→ **Work instruction**
Please output the entries that follow exactly, without a single image.

→ **Records for this task**
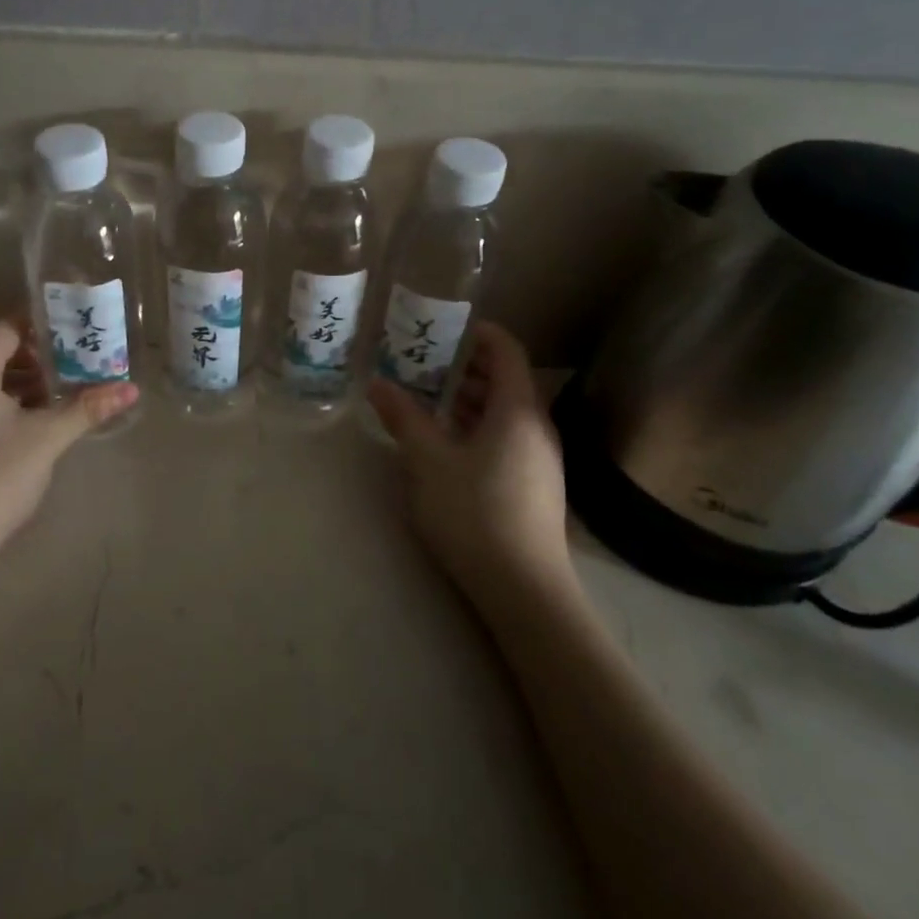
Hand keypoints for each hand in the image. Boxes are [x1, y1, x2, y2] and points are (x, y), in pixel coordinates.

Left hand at [0, 318, 138, 584]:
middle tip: (75, 356)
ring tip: (62, 386)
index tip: (73, 326)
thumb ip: (87, 407)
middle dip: (35, 350)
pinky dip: (5, 398)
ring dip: (21, 376)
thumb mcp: (46, 440)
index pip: (3, 325)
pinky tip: (34, 417)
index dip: (38, 321)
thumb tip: (131, 388)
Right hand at [367, 321, 576, 608]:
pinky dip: (477, 427)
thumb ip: (404, 417)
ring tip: (426, 399)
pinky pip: (506, 437)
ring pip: (504, 412)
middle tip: (421, 362)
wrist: (524, 590)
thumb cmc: (475, 513)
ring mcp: (540, 459)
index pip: (506, 350)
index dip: (478, 332)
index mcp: (517, 410)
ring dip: (467, 399)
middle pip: (505, 380)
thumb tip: (378, 384)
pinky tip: (446, 444)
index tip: (442, 327)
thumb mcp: (428, 461)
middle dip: (463, 367)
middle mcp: (536, 427)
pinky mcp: (534, 486)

→ **Finished task**
Hand keypoints for each hand in the image. Boxes are [x1, y1, x2, y2] and points are (x, y), in pixel coordinates.

Left hand at [0, 318, 138, 584]:
middle tip: (75, 356)
ring tip: (62, 386)
index tip: (73, 326)
thumb ip: (87, 407)
middle dip: (35, 350)
pinky dip: (5, 398)
ring dip: (21, 376)
thumb mcp: (46, 440)
index pip: (3, 325)
pinky tip: (34, 417)
index dip: (38, 321)
thumb tip: (131, 388)
Right hand at [367, 321, 576, 608]:
pinky dip: (477, 427)
thumb ip: (404, 417)
ring tip: (426, 399)
pinky pip: (506, 437)
ring pip: (504, 412)
middle tip: (421, 362)
wrist: (524, 590)
thumb cmc: (475, 513)
ring mcp: (540, 459)
index pip: (506, 350)
index dip: (478, 332)
index mcp: (517, 410)
ring dip: (467, 399)
middle pip: (505, 380)
thumb tip: (378, 384)
pinky tip: (446, 444)
index tip: (442, 327)
thumb mcp: (428, 461)
middle dip: (463, 367)
middle mcp: (536, 427)
pinky mcp: (534, 486)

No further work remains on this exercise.